The Fitbit Sense 2 can, of course, also be used to track your activities, with Fitbit known for its great sleep monitoring. If you’ve started running or walking, the Sense 2 uses GPS to track your distance and route, and can display a number of metrics on the watch face. It’s not a watch meant for those taking their running regime too seriously, for this it’s best to look at a Garmin perhaps. In comparing it to my regular smartwatch, the Garmin Forerunner 245, the Sense 2 often showed a shorter track distance, with the GPS less accurate.
You can also receive calls on your wrist thanks to a speaker on the unit. This works fine if you are in a low noise environment, otherwise it’s a bit difficult to hear. While Amazon Alexa voice control makes an appearance, Google Assistant is not up and running yet, surprising since Google owns Fitbit.

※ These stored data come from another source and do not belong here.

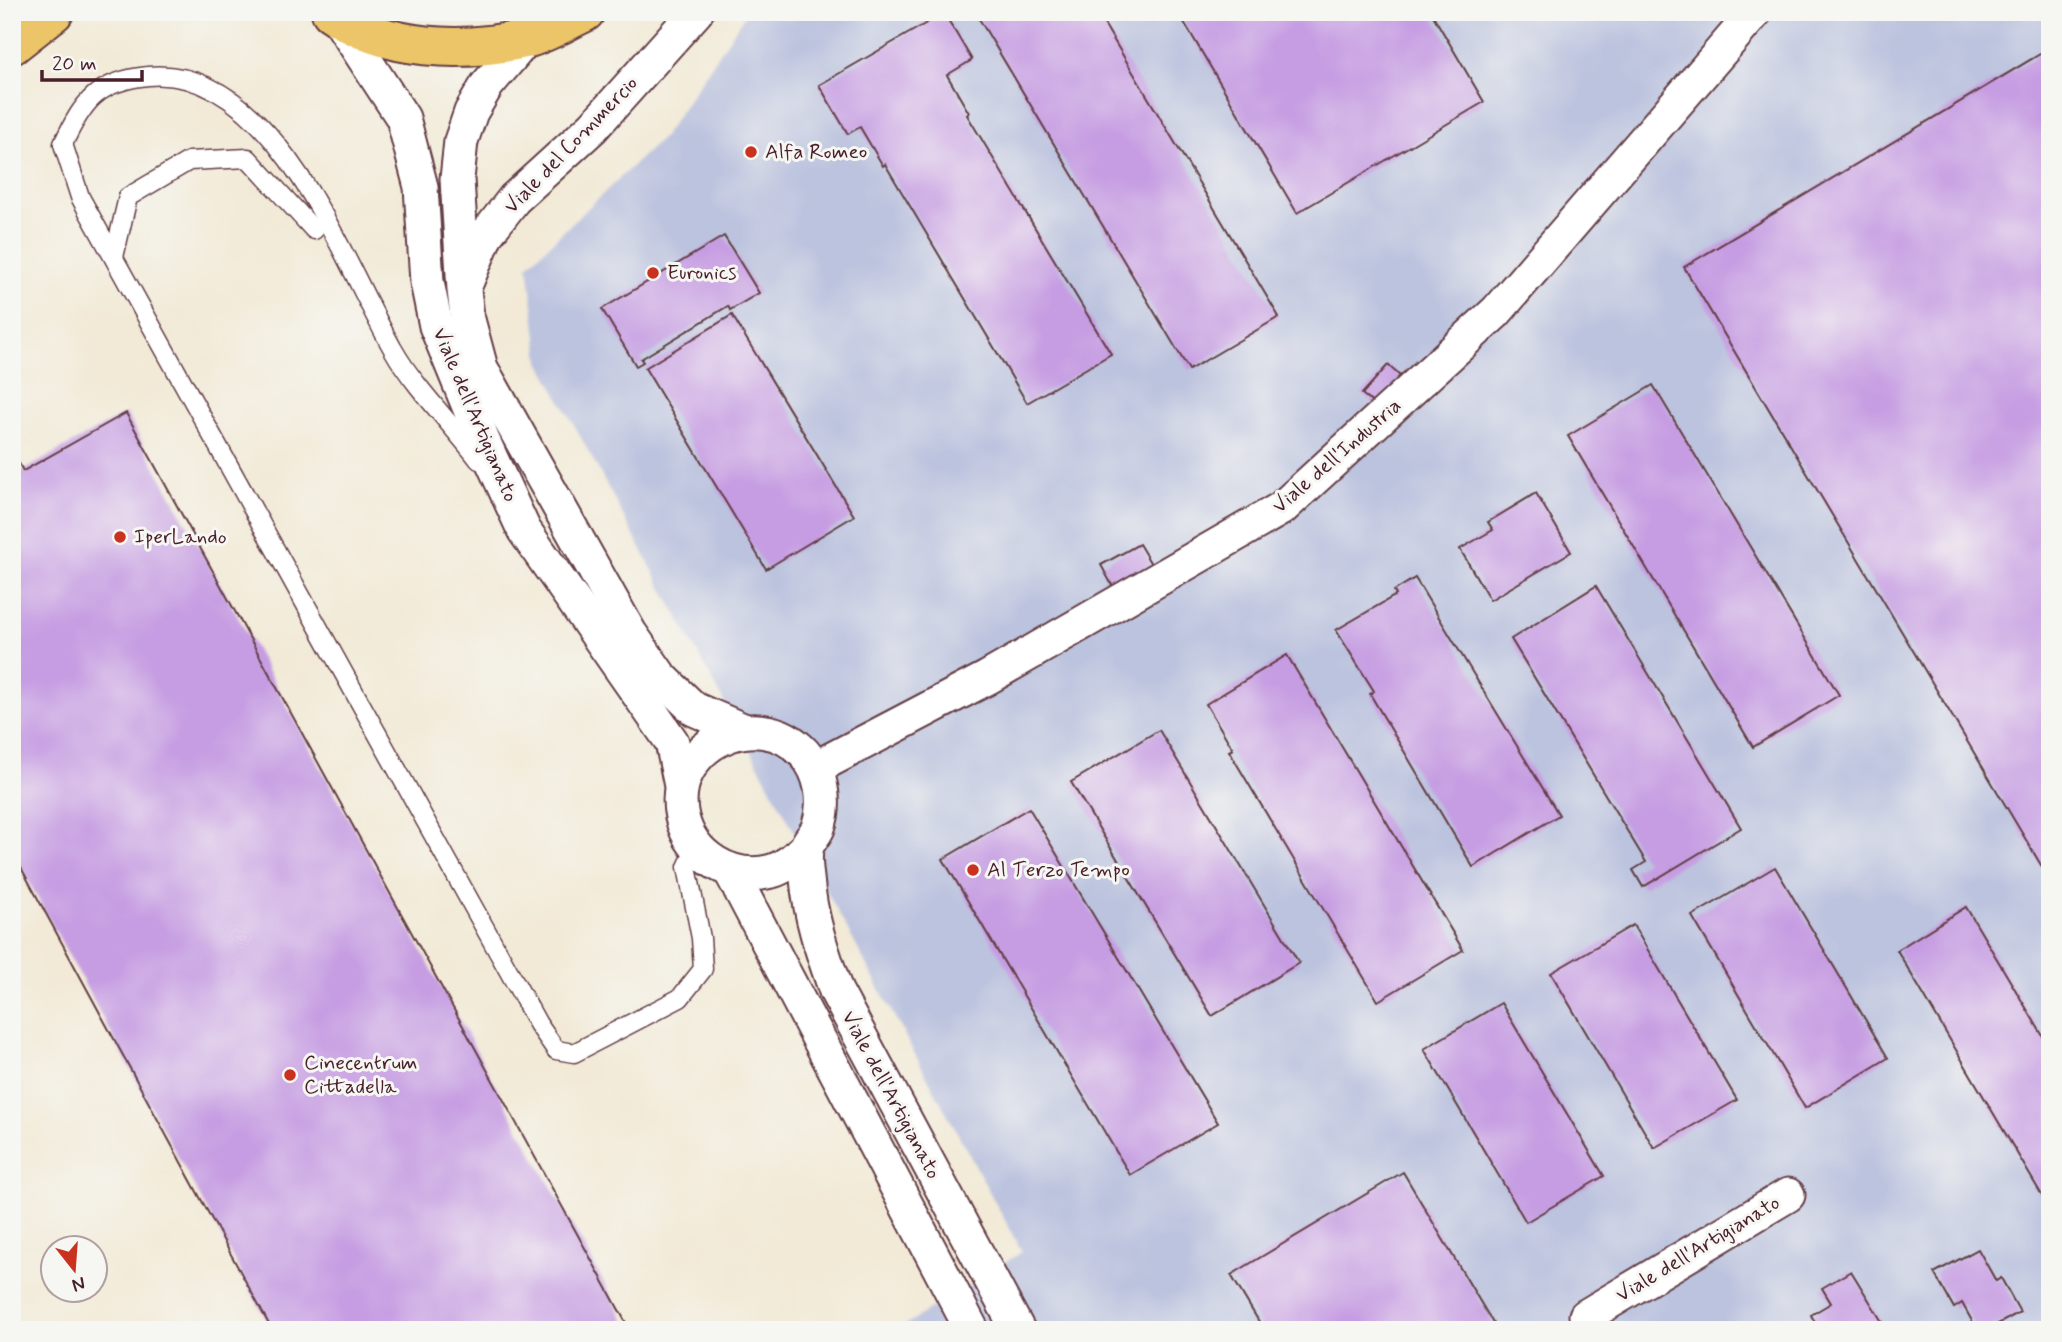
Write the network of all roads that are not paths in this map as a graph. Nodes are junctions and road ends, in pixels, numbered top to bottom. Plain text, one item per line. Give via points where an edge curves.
1 (54, 12) edge
2 (585, 12) edge
3 (695, 12) edge
4 (1755, 12) edge
5 (334, 14) edge
6 (527, 38) junction
7 (12, 45) edge
8 (314, 230) dead end
9 (114, 257) junction
10 (464, 290) junction
11 (516, 511) junction
12 (745, 731) junction
13 (815, 768) junction
14 (681, 786) junction
15 (807, 847) junction
16 (696, 848) junction
17 (730, 870) junction
18 (1788, 1195) dead end
19 (972, 1330) edge
20 (1018, 1330) edge
21 (1593, 1330) edge

1 - 7 main road
2 - 6 main road
3 - 10 street, Viale del Commercio via 593,127 514,200 486,235
4 - 13 street, Viale dell'Industria via 1496,312 1282,508 987,678
5 - 6 main road via 376,35 451,49
5 - 11 street, Viale dell'Artigianato via 403,118 421,187 427,282 436,326
6 - 10 street, Viale dell'Artigianato via 487,85 461,141 457,179
8 - 9 lane via 248,158 189,161 128,197
9 - 11 lane via 80,197 63,144 78,112 102,88 124,78 154,76 200,84 235,103 270,136 323,211 394,352
9 - 16 lane via 556,1050 574,1053 680,998 703,969 687,867
10 - 12 street, Viale dell'Artigianato via 481,368 630,633 660,677 694,709
11 - 14 street, Viale dell'Artigianato via 532,541 672,742
12 - 13 street, Viale dell'Artigianato via 789,741
12 - 14 street, Viale dell'Artigianato via 703,748
13 - 15 street, Viale dell'Artigianato via 823,809
14 - 16 street, Viale dell'Artigianato via 684,829
15 - 17 street via 772,870
15 - 20 street, Viale dell'Artigianato via 816,933 836,991
16 - 17 street
17 - 19 street, Viale dell'Artigianato
18 - 21 street, Viale dell'Artigianato via 1586,1316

If you were used to controlling Spotify through your Fitbit, the Sense 2 puts an end to that, while also ending a host of third-party apps. It’s a shame, but truth be told, I rarely used them anyways. If it’s apps you’re after, however, the Apple Watch remains the gold standard.
Google Wallet can be used as a tap-and-go payment option on the Versa 2, while Google Maps can now give directions on the watch (driving, walking and cycling) once activated.
The Sense 2 offers up to five days’ worth of battery life, perhaps a day or so less/more depending on how much you use the GPS or if the always-on display is selected.
The Fitbit Sense 2 is aimed at holistic, health-conscious users, especially with added sensors such as an cEDA sensor to monitor all day stress and the ECG app to detect atrial fibrillation.
While the redesigned user interface and added physical button truly improve the overall experience, users will unfortunately only be able to get the most out of the Sense 2 if also subscribed to Fitbit’s premium service. This unlocks, amongst others, your daily readiness score, stress score, health reports and 30-day trends on heart metrics. You do receive a solid six-months Premium for free, thereafter it’s a rather expensive R190 per month, or R1 550 for the year.
If you are concerned about your heart and stress levels, the Versa Sense 2 becomes a more sensible buy. However, if you’re not concerned with these, the less expensive Versa 4 might be a more prudent purchase.
At R7 500, the Fitbit Sense 2 is the most expensive in the Fitbit line-up, but also the most feature rich (not counting the Google Watch, not available in SA). If you do need the ECG app but at a lower price, the Fitbit Charge 5 offers it, while also able to do EDA scans. The Charge 5 can be had for a more affordable R3k.
DISCLOSURE: The Fitbit Sense 2 was received as a test unit from Fitbit and not returned.